### Try it
Retype every line of the records exactly.

- Opening Delimiter -

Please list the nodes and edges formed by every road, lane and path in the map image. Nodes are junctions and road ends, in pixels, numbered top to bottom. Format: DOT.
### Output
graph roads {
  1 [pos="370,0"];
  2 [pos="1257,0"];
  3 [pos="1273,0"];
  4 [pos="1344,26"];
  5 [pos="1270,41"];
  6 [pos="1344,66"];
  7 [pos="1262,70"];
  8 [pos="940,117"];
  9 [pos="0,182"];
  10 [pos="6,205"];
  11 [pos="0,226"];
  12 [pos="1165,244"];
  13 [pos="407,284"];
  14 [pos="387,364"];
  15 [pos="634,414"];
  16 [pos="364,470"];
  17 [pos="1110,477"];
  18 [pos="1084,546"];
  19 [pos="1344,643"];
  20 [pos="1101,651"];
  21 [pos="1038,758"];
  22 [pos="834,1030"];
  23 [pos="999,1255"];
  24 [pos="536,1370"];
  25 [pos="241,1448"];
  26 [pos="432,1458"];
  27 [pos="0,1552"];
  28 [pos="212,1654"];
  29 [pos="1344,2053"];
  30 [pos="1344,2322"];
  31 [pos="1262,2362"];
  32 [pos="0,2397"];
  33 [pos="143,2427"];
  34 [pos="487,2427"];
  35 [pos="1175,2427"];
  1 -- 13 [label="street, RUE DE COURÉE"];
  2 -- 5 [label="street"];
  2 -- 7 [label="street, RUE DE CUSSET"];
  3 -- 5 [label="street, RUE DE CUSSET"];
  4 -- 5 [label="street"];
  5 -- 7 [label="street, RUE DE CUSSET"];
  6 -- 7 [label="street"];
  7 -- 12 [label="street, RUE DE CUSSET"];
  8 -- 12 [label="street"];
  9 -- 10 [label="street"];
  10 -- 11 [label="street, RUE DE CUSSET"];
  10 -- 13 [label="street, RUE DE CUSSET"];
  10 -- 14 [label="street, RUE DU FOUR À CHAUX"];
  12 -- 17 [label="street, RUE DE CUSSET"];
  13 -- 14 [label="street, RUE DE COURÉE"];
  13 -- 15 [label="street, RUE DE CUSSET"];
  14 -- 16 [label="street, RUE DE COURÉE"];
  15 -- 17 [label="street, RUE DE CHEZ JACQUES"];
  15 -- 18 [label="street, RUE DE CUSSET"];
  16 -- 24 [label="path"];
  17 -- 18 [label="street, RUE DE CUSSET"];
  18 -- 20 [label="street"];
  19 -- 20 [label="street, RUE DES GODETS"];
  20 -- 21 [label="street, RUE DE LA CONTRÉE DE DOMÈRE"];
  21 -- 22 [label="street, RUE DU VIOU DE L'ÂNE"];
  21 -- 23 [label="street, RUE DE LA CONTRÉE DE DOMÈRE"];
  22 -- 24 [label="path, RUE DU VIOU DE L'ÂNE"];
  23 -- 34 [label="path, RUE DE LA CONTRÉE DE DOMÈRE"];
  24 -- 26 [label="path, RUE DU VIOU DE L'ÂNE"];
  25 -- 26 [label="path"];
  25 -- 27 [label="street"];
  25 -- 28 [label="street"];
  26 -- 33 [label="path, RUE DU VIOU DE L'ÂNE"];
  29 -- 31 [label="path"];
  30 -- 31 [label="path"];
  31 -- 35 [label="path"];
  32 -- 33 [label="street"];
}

- Closing Delimiter -

### Reply
Please list the nodes and edges formed by every road, lane and path in the map image. Nodes are junctions and road ends, in pixels, numbered top to bottom. Format: DOT.
### Output
graph roads {
  1 [pos="370,0"];
  2 [pos="1257,0"];
  3 [pos="1273,0"];
  4 [pos="1344,26"];
  5 [pos="1270,41"];
  6 [pos="1344,66"];
  7 [pos="1262,70"];
  8 [pos="940,117"];
  9 [pos="0,182"];
  10 [pos="6,205"];
  11 [pos="0,226"];
  12 [pos="1165,244"];
  13 [pos="407,284"];
  14 [pos="387,364"];
  15 [pos="634,414"];
  16 [pos="364,470"];
  17 [pos="1110,477"];
  18 [pos="1084,546"];
  19 [pos="1344,643"];
  20 [pos="1101,651"];
  21 [pos="1038,758"];
  22 [pos="834,1030"];
  23 [pos="999,1255"];
  24 [pos="536,1370"];
  25 [pos="241,1448"];
  26 [pos="432,1458"];
  27 [pos="0,1552"];
  28 [pos="212,1654"];
  29 [pos="1344,2053"];
  30 [pos="1344,2322"];
  31 [pos="1262,2362"];
  32 [pos="0,2397"];
  33 [pos="143,2427"];
  34 [pos="487,2427"];
  35 [pos="1175,2427"];
  1 -- 13 [label="street, RUE DE COURÉE"];
  2 -- 5 [label="street"];
  2 -- 7 [label="street, RUE DE CUSSET"];
  3 -- 5 [label="street, RUE DE CUSSET"];
  4 -- 5 [label="street"];
  5 -- 7 [label="street, RUE DE CUSSET"];
  6 -- 7 [label="street"];
  7 -- 12 [label="street, RUE DE CUSSET"];
  8 -- 12 [label="street"];
  9 -- 10 [label="street"];
  10 -- 11 [label="street, RUE DE CUSSET"];
  10 -- 13 [label="street, RUE DE CUSSET"];
  10 -- 14 [label="street, RUE DU FOUR À CHAUX"];
  12 -- 17 [label="street, RUE DE CUSSET"];
  13 -- 14 [label="street, RUE DE COURÉE"];
  13 -- 15 [label="street, RUE DE CUSSET"];
  14 -- 16 [label="street, RUE DE COURÉE"];
  15 -- 17 [label="street, RUE DE CHEZ JACQUES"];
  15 -- 18 [label="street, RUE DE CUSSET"];
  16 -- 24 [label="path"];
  17 -- 18 [label="street, RUE DE CUSSET"];
  18 -- 20 [label="street"];
  19 -- 20 [label="street, RUE DES GODETS"];
  20 -- 21 [label="street, RUE DE LA CONTRÉE DE DOMÈRE"];
  21 -- 22 [label="street, RUE DU VIOU DE L'ÂNE"];
  21 -- 23 [label="street, RUE DE LA CONTRÉE DE DOMÈRE"];
  22 -- 24 [label="path, RUE DU VIOU DE L'ÂNE"];
  23 -- 34 [label="path, RUE DE LA CONTRÉE DE DOMÈRE"];
  24 -- 26 [label="path, RUE DU VIOU DE L'ÂNE"];
  25 -- 26 [label="path"];
  25 -- 27 [label="street"];
  25 -- 28 [label="street"];
  26 -- 33 [label="path, RUE DU VIOU DE L'ÂNE"];
  29 -- 31 [label="path"];
  30 -- 31 [label="path"];
  31 -- 35 [label="path"];
  32 -- 33 [label="street"];
}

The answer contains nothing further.